Daher sind folgenden Empfehlungen nur allgemeine Hinweise, in einer solchen Situation reagieren zu können:
- Oberstes Gebot ist es, die Mitarbeiterinnen und Mitarbeiter sowie sich selbst und eventuell anwesende Patienten nicht in Gefahr eines körperlichen Angriffs zu bringen. Bleiben Sie daher ruhig, aber sehr bestimmt. Bemühen Sie sich um eine Deeskalierung, aber ohne dabei unterwürfig, verängstigt oder aufgeregt zu wirken. Auch wenn es schwer ist, muss man versuchen, die eigene Souveränität zu wahren und auszustrahlen. Je emotionaler man selbst wird, umso mehr feuert das den Aggressor möglicherweise an. Eigene Emotionalität füttert die Aggression des Gegners. Sie ist nur angebracht, wenn man sich zutraut, durch eigenes aggressives Auftreten das Gegenüber einzuschüchtern und einknicken zu lassen. Das wird meist aber eher nicht der richtige Weg sein.

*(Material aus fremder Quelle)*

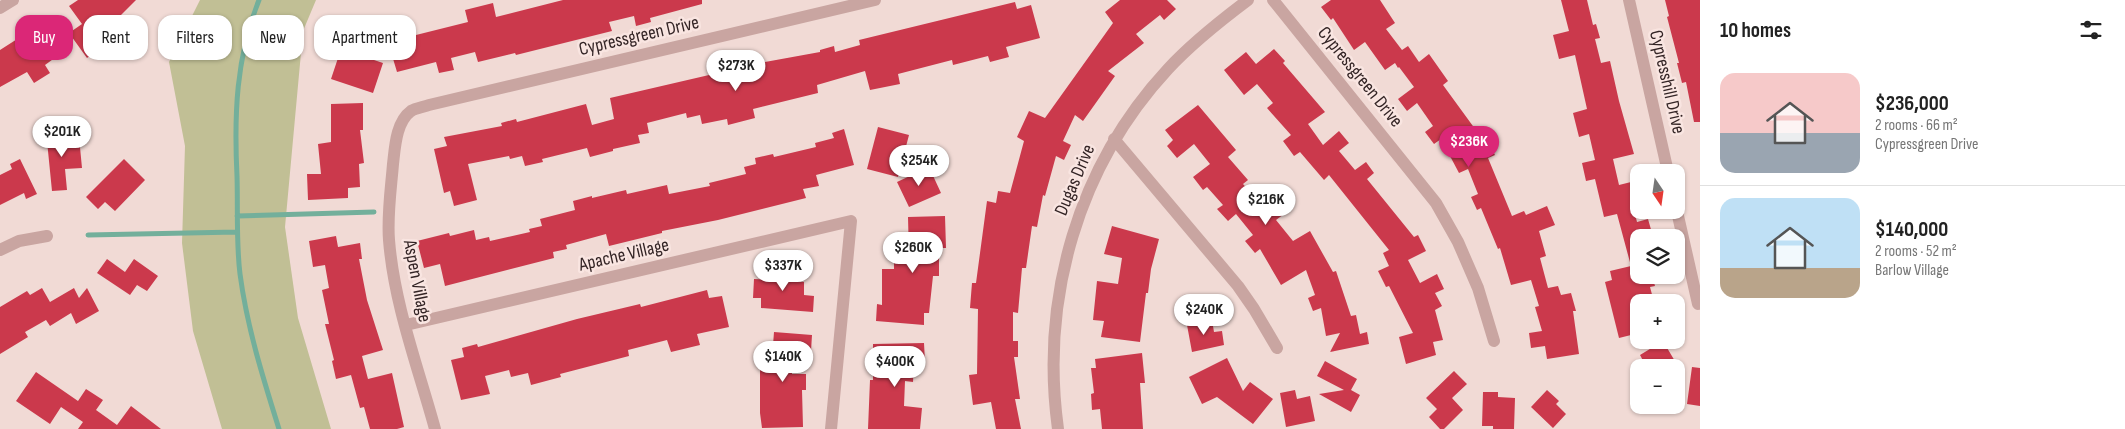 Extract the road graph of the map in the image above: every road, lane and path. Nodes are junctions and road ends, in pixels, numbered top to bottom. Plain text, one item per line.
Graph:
1 (12, 0) edge
2 (875, 0) edge
3 (1248, 0) edge
4 (1273, 0) edge
5 (1630, 0) edge
6 (0, 8) edge
7 (411, 111) joint
8 (1114, 139) junction
9 (1666, 164) edge
10 (1679, 219) edge
11 (47, 236) dead end
12 (0, 250) edge
13 (1698, 304) dead end
14 (406, 325) junction
15 (1494, 340) dead end
16 (1277, 348) dead end
17 (435, 429) edge
18 (830, 429) edge
19 (1058, 429) edge

1 - 6 street
2 - 7 street, Cypressgreen Drive
3 - 8 street, Dugas Drive
4 - 15 street, Cypressgreen Drive
5 - 9 street, Cypresshill Drive
7 - 14 street, Aspen Village
8 - 16 street
8 - 19 street, Dugas Drive
10 - 13 street
11 - 12 street
14 - 17 street, Aspen Village
14 - 18 street, Apache Village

- Versuchen Sie der Person zu vermitteln, dass ihr aggressives Verhalten unnötig ist und zu nichts führen wird.
- Lassen Sie keinesfalls eine Mitarbeiterin, einen Mitarbeiter oder Kollegen allein in dieser Situation. Sorgen sie dafür, dass auf jeden Fall weitere Mitarbeiter zugegen sind und niemand allein mit einer solchen Person umgehen muss. Das ist zum einen im Hinblick auf die Beweislage wichtig, falls sich juristische Verfahren anschließend sollten. Es reduziert zudem die Gefahr der eigenen Gefährdung. Das personelle “Übergewicht” kann helfen, die Person emotional in die Defensive zu bringen, bzw. zu verhindern, dass sich die Aggression ausweitet.

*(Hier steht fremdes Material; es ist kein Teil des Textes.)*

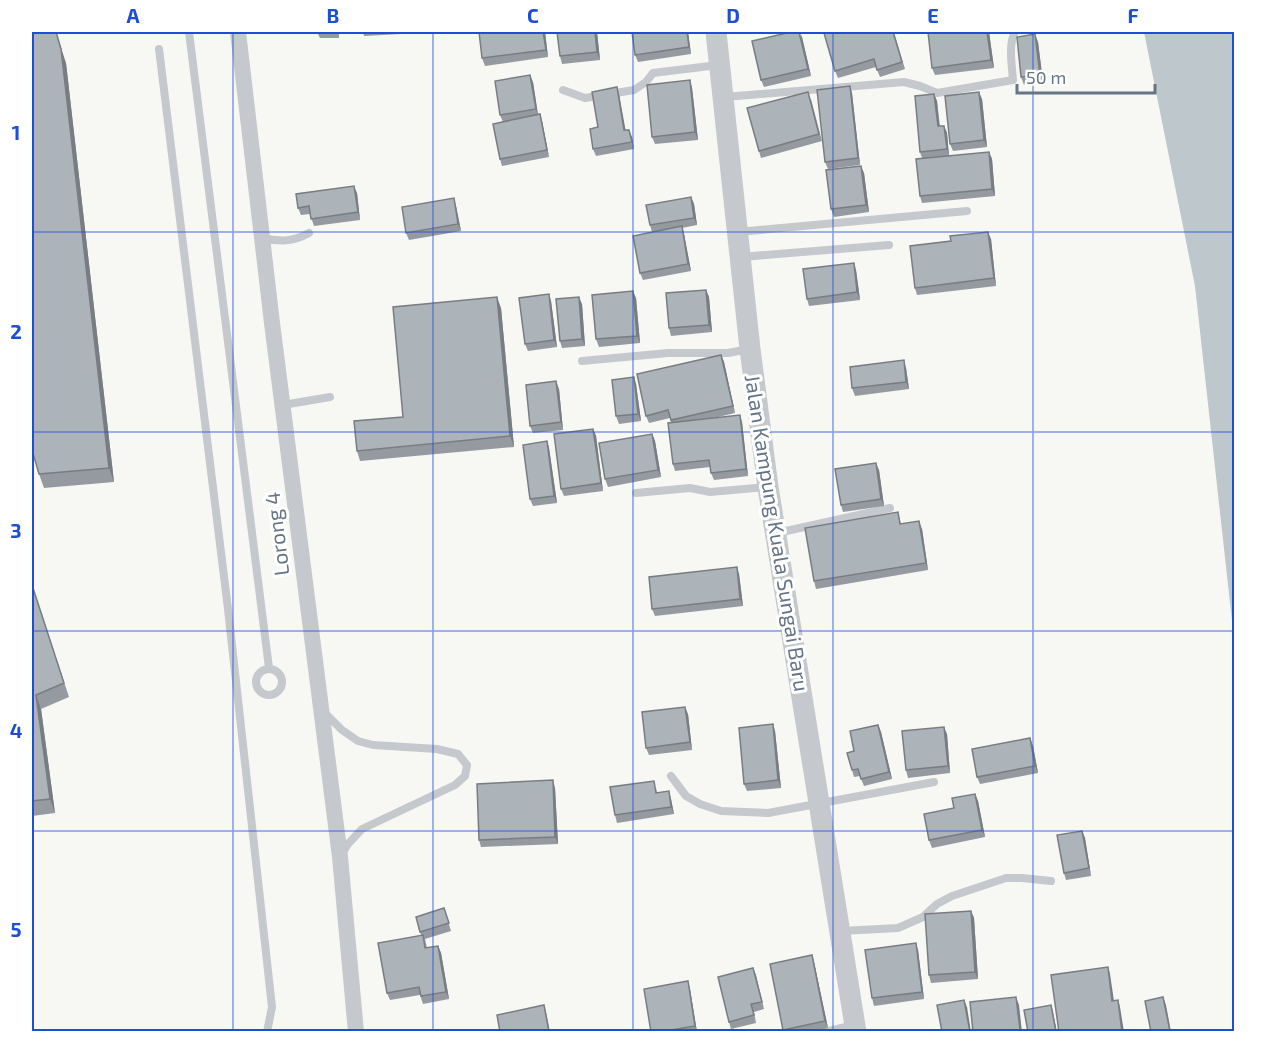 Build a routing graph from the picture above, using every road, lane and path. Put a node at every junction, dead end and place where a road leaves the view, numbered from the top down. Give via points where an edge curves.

- Machen Sie Ihr Hausrecht geltend und fordern Sie die Person auf, die Praxis umgehend zu verlassen.
- Teilen Sie der Person mit, dass sie die Polizei hinzurufen werden, wenn sie die Praxis nicht umgehend verlässt.
- Bitten Sie dann einen anderen Mitarbeiter oder Kollegen, die Polizei zu rufen. Rufen Sie nicht selbst an, solange die Person noch vor ihnen steht. Sprechen Sie weiter und zeigen Sie Präsenz, während Mitarbeiter/Kollegen die Polizei anrufen.
- Schildern Sie der Polizei möglichst präzise und sachlich die Situation: Straße, Hausnummer, Stockwerk. Aggressive/drohende/gewalttätige Person in Praxis. Geltendmachung des Hausrechts erfolglos. Aggression/Bedrohung/Gewalttätigkeit dauert an. Drohung mit Messer oder anderen Waffen/Gegenständen bitte unbedingt sofort der Polizei mitteilen.
Sobald eine solche Situation beendet ist, sollte der Vorfall von allen beteiligten Mitarbeiterinnen und Mitarbeitern schriftlich möglichst genau dokumentiert werden. Reden Sie mit Ihren Mitarbeiterinnen und Mitarbeitern über den Vorfall, versuchen Sie in offenem Gespräch Sorgen und Ängste wahrzunehmen und bei der Verarbeitung Hilfe anzubieten.
Es ist zu prüfen, ob ein Hausverbot erteilt wird. Hierzu ist es sicherlich ratsam, sich einen juristischen Beistand zu holen.
Es empfiehlt sich, das Thema „Gewalt in Praxen“ in einer Teambesprechung vorsorglich in das Bewusstsein aller zu holen und Handlungsweisen zu besprechen. Wichtig ist, dass Besonnenheit oberste Maxime sein sollte und sich niemand unnötig in Gefahr bringen darf.
Ich wünsche Ihnen allen, niemals in eine solche Situation hineinzugeraten.